Nel Medioevo, alcune comunità della penisola iberica scelsero di vivere all’interno di caverne artificiali scavate nella roccia. Uno studio recente, pubblicato su Science Advances, ha rivelato nuovi segreti su queste popolazioni, grazie al sequenziamento del DNA di una comunità cristiana che risiedeva in grotte nella regione di Burgos, nel nord della Spagna. Attraverso l’analisi genetica di 41 scheletri ritrovati nel cimitero locale, gli studiosi hanno scoperto che queste persone condividevano legami familiari stretti e praticavano l’endogamia, ovvero matrimoni tra membri della stessa comunità.
Oltre alla consanguineità, lo studio ha portato alla luce segni di violenza, con alcuni scheletri che presentavano ferite da armi come spade.
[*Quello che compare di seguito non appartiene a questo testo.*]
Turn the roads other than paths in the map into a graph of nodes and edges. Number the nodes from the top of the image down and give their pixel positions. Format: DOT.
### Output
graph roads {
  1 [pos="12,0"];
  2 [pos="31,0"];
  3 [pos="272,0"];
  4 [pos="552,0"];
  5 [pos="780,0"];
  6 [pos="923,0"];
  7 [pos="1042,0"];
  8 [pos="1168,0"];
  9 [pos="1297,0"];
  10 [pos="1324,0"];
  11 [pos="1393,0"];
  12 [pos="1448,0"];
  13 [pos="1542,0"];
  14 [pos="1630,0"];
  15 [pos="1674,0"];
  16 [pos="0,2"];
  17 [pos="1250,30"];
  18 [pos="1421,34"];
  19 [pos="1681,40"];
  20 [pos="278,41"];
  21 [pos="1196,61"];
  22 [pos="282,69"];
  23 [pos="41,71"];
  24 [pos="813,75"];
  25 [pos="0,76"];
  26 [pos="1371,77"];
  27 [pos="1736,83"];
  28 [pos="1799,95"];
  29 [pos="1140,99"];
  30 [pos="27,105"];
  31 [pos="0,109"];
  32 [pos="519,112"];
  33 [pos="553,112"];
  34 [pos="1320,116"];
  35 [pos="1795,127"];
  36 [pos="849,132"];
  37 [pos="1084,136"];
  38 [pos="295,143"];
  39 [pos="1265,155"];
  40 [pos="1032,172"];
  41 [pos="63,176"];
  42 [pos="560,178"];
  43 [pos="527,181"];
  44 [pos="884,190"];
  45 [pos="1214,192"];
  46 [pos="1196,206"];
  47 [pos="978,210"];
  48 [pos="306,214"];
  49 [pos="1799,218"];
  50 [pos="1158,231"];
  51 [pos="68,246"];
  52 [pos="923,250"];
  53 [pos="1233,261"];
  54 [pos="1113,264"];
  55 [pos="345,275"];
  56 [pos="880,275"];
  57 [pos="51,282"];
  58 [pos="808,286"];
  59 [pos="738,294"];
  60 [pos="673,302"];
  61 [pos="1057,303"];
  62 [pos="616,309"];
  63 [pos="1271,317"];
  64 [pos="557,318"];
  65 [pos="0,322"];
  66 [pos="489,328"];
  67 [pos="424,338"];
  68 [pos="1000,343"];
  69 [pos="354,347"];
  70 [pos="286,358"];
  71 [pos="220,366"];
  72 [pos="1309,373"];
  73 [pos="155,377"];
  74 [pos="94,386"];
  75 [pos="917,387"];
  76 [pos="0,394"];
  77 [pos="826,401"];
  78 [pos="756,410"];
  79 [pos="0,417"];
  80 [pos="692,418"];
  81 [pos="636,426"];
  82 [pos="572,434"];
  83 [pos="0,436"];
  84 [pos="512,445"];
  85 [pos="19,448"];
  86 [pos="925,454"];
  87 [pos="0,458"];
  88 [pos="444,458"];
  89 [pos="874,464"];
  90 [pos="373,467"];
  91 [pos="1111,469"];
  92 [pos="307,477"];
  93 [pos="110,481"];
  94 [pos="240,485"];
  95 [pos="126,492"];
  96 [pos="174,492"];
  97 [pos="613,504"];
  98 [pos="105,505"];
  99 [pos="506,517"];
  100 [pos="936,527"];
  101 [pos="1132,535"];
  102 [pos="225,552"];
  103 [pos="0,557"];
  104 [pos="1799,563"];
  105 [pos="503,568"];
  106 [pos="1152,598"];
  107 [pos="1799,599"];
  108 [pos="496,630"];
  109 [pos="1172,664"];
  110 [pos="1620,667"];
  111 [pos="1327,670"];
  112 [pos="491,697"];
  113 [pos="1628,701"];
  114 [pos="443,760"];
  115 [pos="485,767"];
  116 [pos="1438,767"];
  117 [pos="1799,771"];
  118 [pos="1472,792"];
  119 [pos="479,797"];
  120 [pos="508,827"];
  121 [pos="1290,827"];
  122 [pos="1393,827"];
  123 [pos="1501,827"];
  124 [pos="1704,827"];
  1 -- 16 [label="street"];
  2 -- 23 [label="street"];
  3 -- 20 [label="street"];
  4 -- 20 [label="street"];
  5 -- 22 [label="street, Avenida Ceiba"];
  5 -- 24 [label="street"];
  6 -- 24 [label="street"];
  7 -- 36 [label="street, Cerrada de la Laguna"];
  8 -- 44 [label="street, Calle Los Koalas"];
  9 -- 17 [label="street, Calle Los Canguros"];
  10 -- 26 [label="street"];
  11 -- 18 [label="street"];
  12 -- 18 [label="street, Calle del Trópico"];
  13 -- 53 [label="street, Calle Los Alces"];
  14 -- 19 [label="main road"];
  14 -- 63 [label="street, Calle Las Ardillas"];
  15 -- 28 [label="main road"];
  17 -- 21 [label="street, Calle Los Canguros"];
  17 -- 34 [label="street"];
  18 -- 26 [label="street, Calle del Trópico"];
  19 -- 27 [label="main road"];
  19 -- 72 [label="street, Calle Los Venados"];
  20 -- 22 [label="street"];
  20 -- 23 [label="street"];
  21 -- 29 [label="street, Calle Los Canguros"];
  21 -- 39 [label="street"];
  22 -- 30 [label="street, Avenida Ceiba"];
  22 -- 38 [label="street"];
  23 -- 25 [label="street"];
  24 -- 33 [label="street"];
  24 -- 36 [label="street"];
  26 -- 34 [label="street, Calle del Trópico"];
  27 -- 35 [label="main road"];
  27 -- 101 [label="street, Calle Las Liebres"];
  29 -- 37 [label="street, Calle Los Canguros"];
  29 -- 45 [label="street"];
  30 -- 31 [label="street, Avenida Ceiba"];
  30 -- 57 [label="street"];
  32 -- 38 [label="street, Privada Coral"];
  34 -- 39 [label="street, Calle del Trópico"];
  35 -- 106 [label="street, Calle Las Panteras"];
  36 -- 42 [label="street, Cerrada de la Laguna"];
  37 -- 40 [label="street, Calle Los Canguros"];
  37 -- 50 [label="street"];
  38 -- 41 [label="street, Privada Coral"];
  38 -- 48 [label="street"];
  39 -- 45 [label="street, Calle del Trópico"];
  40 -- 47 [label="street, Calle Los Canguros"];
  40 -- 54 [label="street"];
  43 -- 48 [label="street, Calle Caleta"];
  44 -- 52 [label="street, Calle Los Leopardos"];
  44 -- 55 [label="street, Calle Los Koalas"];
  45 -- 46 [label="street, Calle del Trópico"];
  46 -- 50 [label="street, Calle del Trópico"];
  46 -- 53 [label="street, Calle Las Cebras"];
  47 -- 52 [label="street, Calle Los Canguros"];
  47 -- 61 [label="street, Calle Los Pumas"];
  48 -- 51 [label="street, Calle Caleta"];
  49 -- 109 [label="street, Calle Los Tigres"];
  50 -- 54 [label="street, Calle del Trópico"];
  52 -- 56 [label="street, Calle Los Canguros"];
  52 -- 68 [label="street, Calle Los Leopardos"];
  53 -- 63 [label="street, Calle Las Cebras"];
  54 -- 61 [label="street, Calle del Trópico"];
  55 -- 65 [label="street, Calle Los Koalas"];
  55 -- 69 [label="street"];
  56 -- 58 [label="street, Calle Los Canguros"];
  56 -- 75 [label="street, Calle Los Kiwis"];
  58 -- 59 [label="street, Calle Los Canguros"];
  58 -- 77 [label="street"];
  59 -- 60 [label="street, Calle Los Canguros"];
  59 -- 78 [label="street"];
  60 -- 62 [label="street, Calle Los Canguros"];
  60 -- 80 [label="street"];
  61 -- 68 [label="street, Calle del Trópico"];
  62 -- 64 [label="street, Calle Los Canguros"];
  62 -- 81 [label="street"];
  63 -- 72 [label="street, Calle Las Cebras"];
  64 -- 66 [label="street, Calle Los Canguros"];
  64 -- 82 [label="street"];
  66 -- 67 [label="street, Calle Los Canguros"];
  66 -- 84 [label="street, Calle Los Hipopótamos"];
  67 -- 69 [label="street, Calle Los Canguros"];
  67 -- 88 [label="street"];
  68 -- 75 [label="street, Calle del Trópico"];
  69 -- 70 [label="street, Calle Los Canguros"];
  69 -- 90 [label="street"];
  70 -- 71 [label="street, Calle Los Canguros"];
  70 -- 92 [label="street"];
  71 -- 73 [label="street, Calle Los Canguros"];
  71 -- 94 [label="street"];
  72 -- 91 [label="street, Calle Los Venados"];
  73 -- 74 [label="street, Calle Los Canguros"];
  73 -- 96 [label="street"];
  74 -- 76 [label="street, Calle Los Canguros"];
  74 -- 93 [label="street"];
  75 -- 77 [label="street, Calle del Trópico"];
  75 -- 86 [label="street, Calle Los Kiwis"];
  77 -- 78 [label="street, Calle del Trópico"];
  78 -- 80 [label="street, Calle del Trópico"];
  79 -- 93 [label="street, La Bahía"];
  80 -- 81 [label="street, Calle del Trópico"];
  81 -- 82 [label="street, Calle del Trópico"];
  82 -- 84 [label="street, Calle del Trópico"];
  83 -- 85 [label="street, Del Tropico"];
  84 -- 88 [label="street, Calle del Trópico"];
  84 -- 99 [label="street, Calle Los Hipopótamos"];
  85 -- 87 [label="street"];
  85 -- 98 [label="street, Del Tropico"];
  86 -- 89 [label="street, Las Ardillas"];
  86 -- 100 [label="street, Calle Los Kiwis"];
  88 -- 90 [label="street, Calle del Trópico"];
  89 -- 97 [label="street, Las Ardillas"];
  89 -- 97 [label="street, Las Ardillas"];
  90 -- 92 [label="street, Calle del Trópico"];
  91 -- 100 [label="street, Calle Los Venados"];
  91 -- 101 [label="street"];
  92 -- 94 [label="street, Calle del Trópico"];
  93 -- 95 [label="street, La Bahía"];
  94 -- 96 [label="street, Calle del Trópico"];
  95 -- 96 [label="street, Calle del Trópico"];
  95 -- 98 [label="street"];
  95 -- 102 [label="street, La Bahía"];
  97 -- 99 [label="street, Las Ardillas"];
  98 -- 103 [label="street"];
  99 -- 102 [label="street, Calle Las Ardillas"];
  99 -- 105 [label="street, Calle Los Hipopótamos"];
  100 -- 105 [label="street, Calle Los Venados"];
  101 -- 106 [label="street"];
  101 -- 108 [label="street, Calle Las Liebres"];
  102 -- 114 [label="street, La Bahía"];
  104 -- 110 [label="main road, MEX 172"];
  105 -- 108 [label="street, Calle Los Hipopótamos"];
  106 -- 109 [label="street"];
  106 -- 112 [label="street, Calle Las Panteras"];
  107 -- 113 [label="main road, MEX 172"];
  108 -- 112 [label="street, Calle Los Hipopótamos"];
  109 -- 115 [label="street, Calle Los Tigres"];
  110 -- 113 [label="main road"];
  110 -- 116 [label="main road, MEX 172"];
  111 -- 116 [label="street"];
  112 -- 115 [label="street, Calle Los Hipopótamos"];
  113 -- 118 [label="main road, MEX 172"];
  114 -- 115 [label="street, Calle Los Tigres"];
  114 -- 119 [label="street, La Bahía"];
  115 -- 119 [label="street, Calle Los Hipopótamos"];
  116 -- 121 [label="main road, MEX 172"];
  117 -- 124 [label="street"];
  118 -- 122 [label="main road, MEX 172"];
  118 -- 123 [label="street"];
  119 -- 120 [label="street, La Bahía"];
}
Queste ferite risalgono a un’epoca precedente alla conquista musulmana del VII secolo, il che suggerisce conflitti interni o locali, piuttosto che battaglie lungo il confine di Al-Andalus.
Il sito di Las Gobas, utilizzato dal VII all’XI secolo, ha offerto anche prove dell’esistenza di malattie come il vaiolo e un’infezione batterica causata dal Erysipelothrix rhusiopathiae, tipica degli animali domestici, soprattutto i maiali. Questo suggerisce che l’allevamento fosse una parte essenziale della vita quotidiana di queste comunità rupestri.
Nonostante il loro isolamento e le difficoltà dovute a malattie e conflitti, queste comunità sono riuscite a sopravvivere a lungo, adattandosi ai cambiamenti storici e culturali che attraversavano la penisola iberica. Questi insediamenti offrono oggi uno spaccato unico di una vita lontana dai centri urbani, svelando la resilienza e la complessità delle comunità medievali che scelsero le grotte come rifugio e casa.